(Stored items)
· · ·
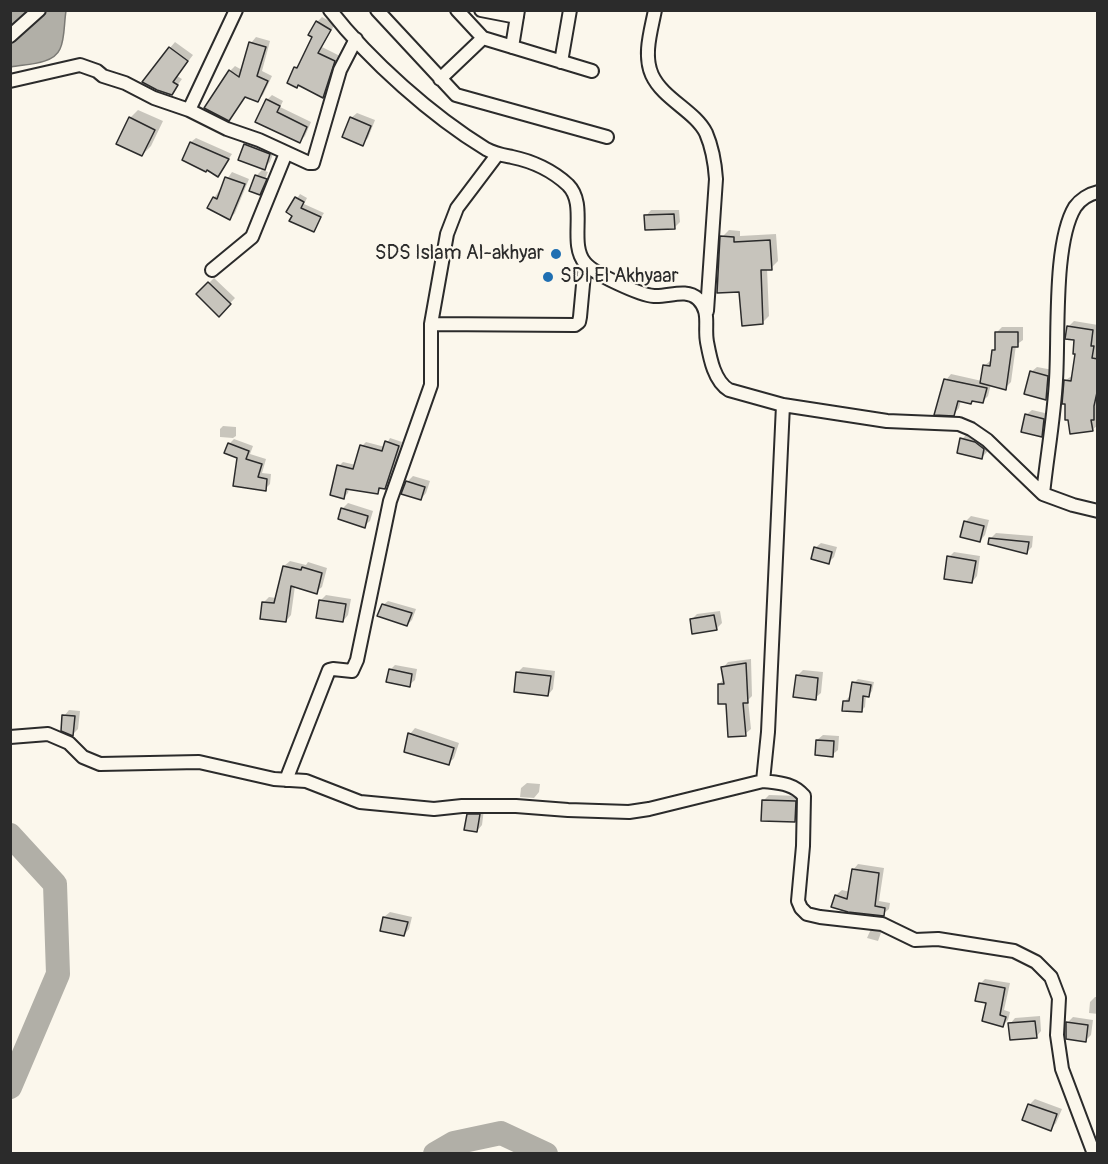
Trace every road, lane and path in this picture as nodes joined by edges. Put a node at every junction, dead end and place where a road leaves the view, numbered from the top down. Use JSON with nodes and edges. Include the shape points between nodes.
{"nodes":[{"id":1,"x":39,"y":10,"type":"edge"},
{"id":2,"x":236,"y":10,"type":"edge"},
{"id":3,"x":330,"y":10,"type":"edge"},
{"id":4,"x":377,"y":10,"type":"edge"},
{"id":5,"x":457,"y":10,"type":"edge"},
{"id":6,"x":481,"y":10,"type":"edge"},
{"id":7,"x":570,"y":10,"type":"edge"},
{"id":8,"x":655,"y":10,"type":"edge"},
{"id":9,"x":517,"y":14,"type":"edge"},
{"id":10,"x":10,"y":36,"type":"edge"},
{"id":11,"x":483,"y":38,"type":"junction"},
{"id":12,"x":356,"y":39,"type":"junction"},
{"id":13,"x":512,"y":47,"type":"junction"},
{"id":14,"x":561,"y":62,"type":"junction"},
{"id":15,"x":592,"y":71,"type":"dead end"},
{"id":16,"x":440,"y":79,"type":"junction"},
{"id":17,"x":10,"y":81,"type":"edge"},
{"id":18,"x":189,"y":110,"type":"junction"},
{"id":19,"x":607,"y":137,"type":"dead end"},
{"id":20,"x":286,"y":153,"type":"junction"},
{"id":21,"x":497,"y":155,"type":"junction"},
{"id":22,"x":1098,"y":192,"type":"edge"},
{"id":23,"x":585,"y":263,"type":"junction"},
{"id":24,"x":212,"y":270,"type":"dead end"},
{"id":25,"x":707,"y":311,"type":"junction"},
{"id":26,"x":431,"y":324,"type":"junction"},
{"id":27,"x":783,"y":405,"type":"junction"},
{"id":28,"x":1043,"y":494,"type":"junction"},
{"id":29,"x":1098,"y":511,"type":"edge"},
{"id":30,"x":10,"y":737,"type":"edge"},
{"id":31,"x":286,"y":780,"type":"junction"},
{"id":32,"x":763,"y":781,"type":"junction"},
{"id":33,"x":1094,"y":1154,"type":"edge"}],
"edges":[{"from":1,"to":10,"type":"street"},
{"from":2,"to":18,"type":"street"},
{"from":3,"to":12,"type":"street"},
{"from":4,"to":16,"type":"street"},
{"from":5,"to":11,"type":"street"},
{"from":6,"to":9,"type":"street"},
{"from":7,"to":14,"type":"street"},
{"from":8,"to":25,"type":"street","via":[[648,58],[652,75],[705,131],[714,162]]},
{"from":9,"to":13,"type":"street"},
{"from":11,"to":13,"type":"street"},
{"from":11,"to":16,"type":"street"},
{"from":12,"to":20,"type":"street","via":[[340,70],[313,163]]},
{"from":12,"to":21,"type":"street","via":[[449,124]]},
{"from":13,"to":14,"type":"street"},
{"from":14,"to":15,"type":"street"},
{"from":16,"to":19,"type":"street","via":[[456,95]]},
{"from":17,"to":18,"type":"street","via":[[80,65]]},
{"from":18,"to":20,"type":"street"},
{"from":20,"to":24,"type":"street","via":[[252,237]]},
{"from":21,"to":23,"type":"street","via":[[543,168],[569,186],[576,196],[578,243]]},
{"from":21,"to":26,"type":"street","via":[[457,208],[447,234]]},
{"from":22,"to":28,"type":"street","via":[[1075,207],[1065,237],[1056,381]]},
{"from":23,"to":25,"type":"street","via":[[620,284],[653,296],[685,293],[697,298]]},
{"from":23,"to":26,"type":"street","via":[[580,317],[575,325]]},
{"from":25,"to":27,"type":"street","via":[[707,342],[721,385]]},
{"from":26,"to":31,"type":"street","via":[[431,385],[390,501],[357,660],[352,671],[329,670]]},
{"from":27,"to":28,"type":"street","via":[[887,421],[965,426],[987,440]]},
{"from":27,"to":32,"type":"street"},
{"from":28,"to":29,"type":"street"},
{"from":30,"to":31,"type":"street","via":[[48,734],[69,742],[82,757],[100,764],[199,762]]},
{"from":31,"to":32,"type":"street","via":[[306,781],[360,802],[434,809],[516,806],[604,812],[649,809]]},
{"from":32,"to":33,"type":"street","via":[[785,783],[804,795],[798,901],[807,914],[882,924],[915,940],[938,939],[1014,951],[1052,976],[1059,998],[1057,1035],[1062,1069]]}]}
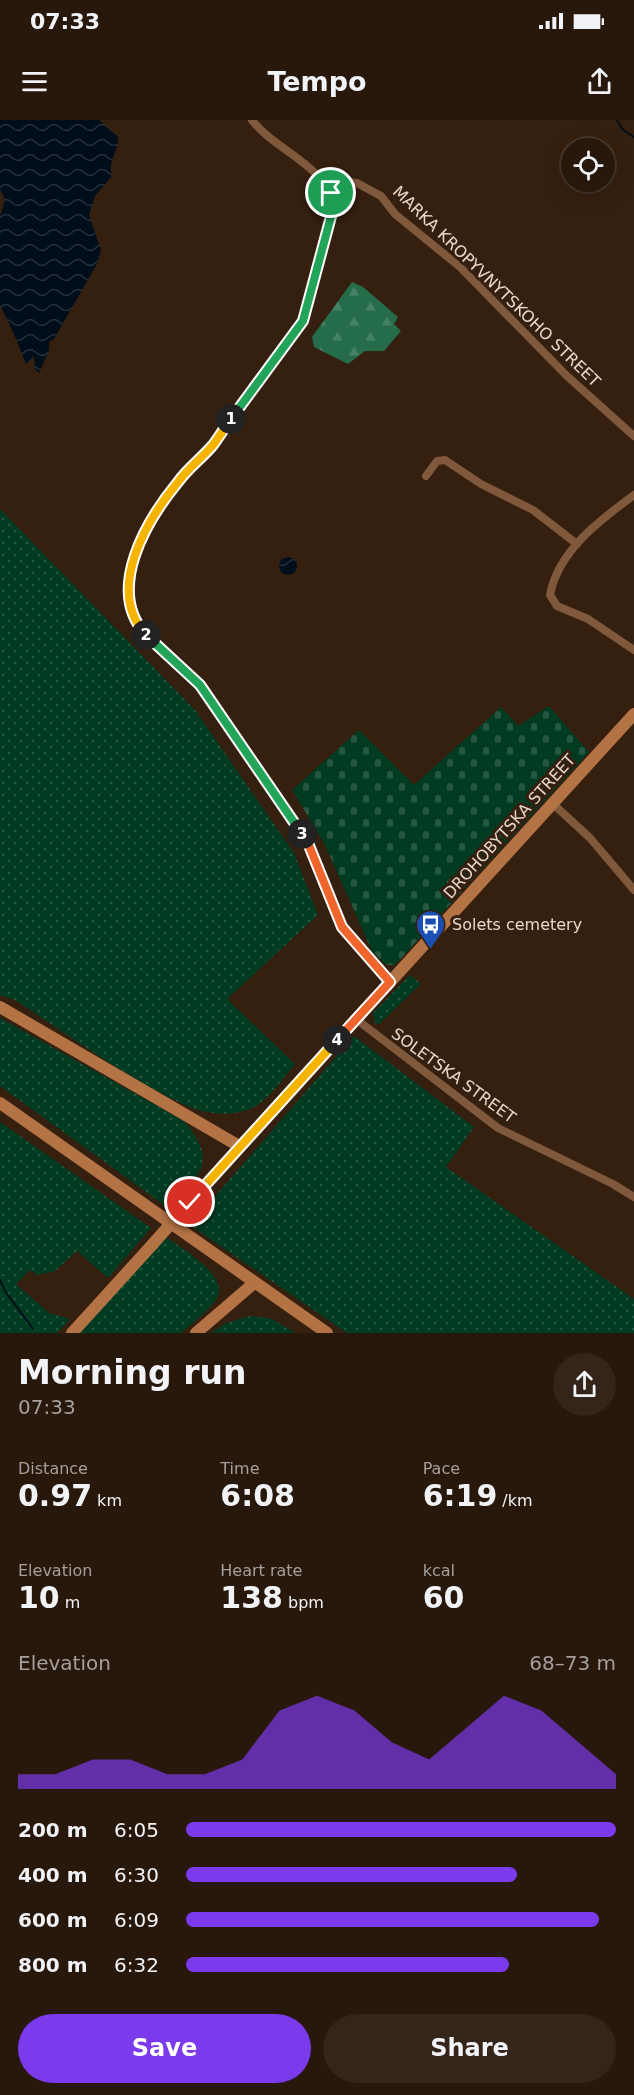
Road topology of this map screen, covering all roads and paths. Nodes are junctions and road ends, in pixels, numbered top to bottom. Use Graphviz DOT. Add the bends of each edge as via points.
graph roads {
  1 [pos="252,120"];
  2 [pos="331,193"];
  3 [pos="634,436"];
  4 [pos="426,476"];
  5 [pos="634,495"];
  6 [pos="577,544"];
  7 [pos="634,650"];
  8 [pos="634,714"];
  9 [pos="552,803"];
  10 [pos="634,890"];
  11 [pos="390,982"];
  12 [pos="0,1007"];
  13 [pos="356,1019"];
  14 [pos="0,1103"];
  15 [pos="239,1146"];
  16 [pos="634,1197"];
  17 [pos="254,1283"];
  18 [pos="72,1333"];
  19 [pos="196,1333"];
  20 [pos="327,1333"];
  1 -- 2 [label="street" via="302,160"];
  2 -- 3 [label="street, MARKA KROPYVNYTSKOHO STREET" via="349,182 381,196 395,214 460,267 567,376"];
  2 -- 11 [label="street" via="333,209 303,321 212,446 160,505 132,568 130,610 152,641 200,685 308,843 342,927"];
  4 -- 6 [label="street" via="437,461 445,460 481,484 533,510"];
  5 -- 6 [label="street"];
  6 -- 7 [label="street" via="552,586 552,600"];
  8 -- 9 [label="street, DROHOBYTSKA STREET"];
  9 -- 10 [label="street" via="590,838"];
  9 -- 11 [label="street, DROHOBYTSKA STREET"];
  11 -- 13 [label="street, DROHOBYTSKA STREET"];
  12 -- 15 [label="street"];
  13 -- 15 [label="street, DROHOBYTSKA STREET"];
  13 -- 16 [label="street, SOLETSKA STREET" via="498,1128"];
  14 -- 17 [label="street"];
  15 -- 18 [label="street, DROHOBYTSKA STREET, bridge"];
  17 -- 19 [label="street"];
  17 -- 20 [label="street"];
}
· · ·
◆ **ACTIVITY**: Taking the line with "Road topology of" as the start and the last line of the data above as the end, write out those two lines and every line between them exactly, and only those.

◆ **RESULT**:
Road topology of this map screen, covering all roads and paths. Nodes are junctions and road ends, in pixels, numbered top to bottom. Use Graphviz DOT. Add the bends of each edge as via points.
graph roads {
  1 [pos="252,120"];
  2 [pos="331,193"];
  3 [pos="634,436"];
  4 [pos="426,476"];
  5 [pos="634,495"];
  6 [pos="577,544"];
  7 [pos="634,650"];
  8 [pos="634,714"];
  9 [pos="552,803"];
  10 [pos="634,890"];
  11 [pos="390,982"];
  12 [pos="0,1007"];
  13 [pos="356,1019"];
  14 [pos="0,1103"];
  15 [pos="239,1146"];
  16 [pos="634,1197"];
  17 [pos="254,1283"];
  18 [pos="72,1333"];
  19 [pos="196,1333"];
  20 [pos="327,1333"];
  1 -- 2 [label="street" via="302,160"];
  2 -- 3 [label="street, MARKA KROPYVNYTSKOHO STREET" via="349,182 381,196 395,214 460,267 567,376"];
  2 -- 11 [label="street" via="333,209 303,321 212,446 160,505 132,568 130,610 152,641 200,685 308,843 342,927"];
  4 -- 6 [label="street" via="437,461 445,460 481,484 533,510"];
  5 -- 6 [label="street"];
  6 -- 7 [label="street" via="552,586 552,600"];
  8 -- 9 [label="street, DROHOBYTSKA STREET"];
  9 -- 10 [label="street" via="590,838"];
  9 -- 11 [label="street, DROHOBYTSKA STREET"];
  11 -- 13 [label="street, DROHOBYTSKA STREET"];
  12 -- 15 [label="street"];
  13 -- 15 [label="street, DROHOBYTSKA STREET"];
  13 -- 16 [label="street, SOLETSKA STREET" via="498,1128"];
  14 -- 17 [label="street"];
  15 -- 18 [label="street, DROHOBYTSKA STREET, bridge"];
  17 -- 19 [label="street"];
  17 -- 20 [label="street"];
}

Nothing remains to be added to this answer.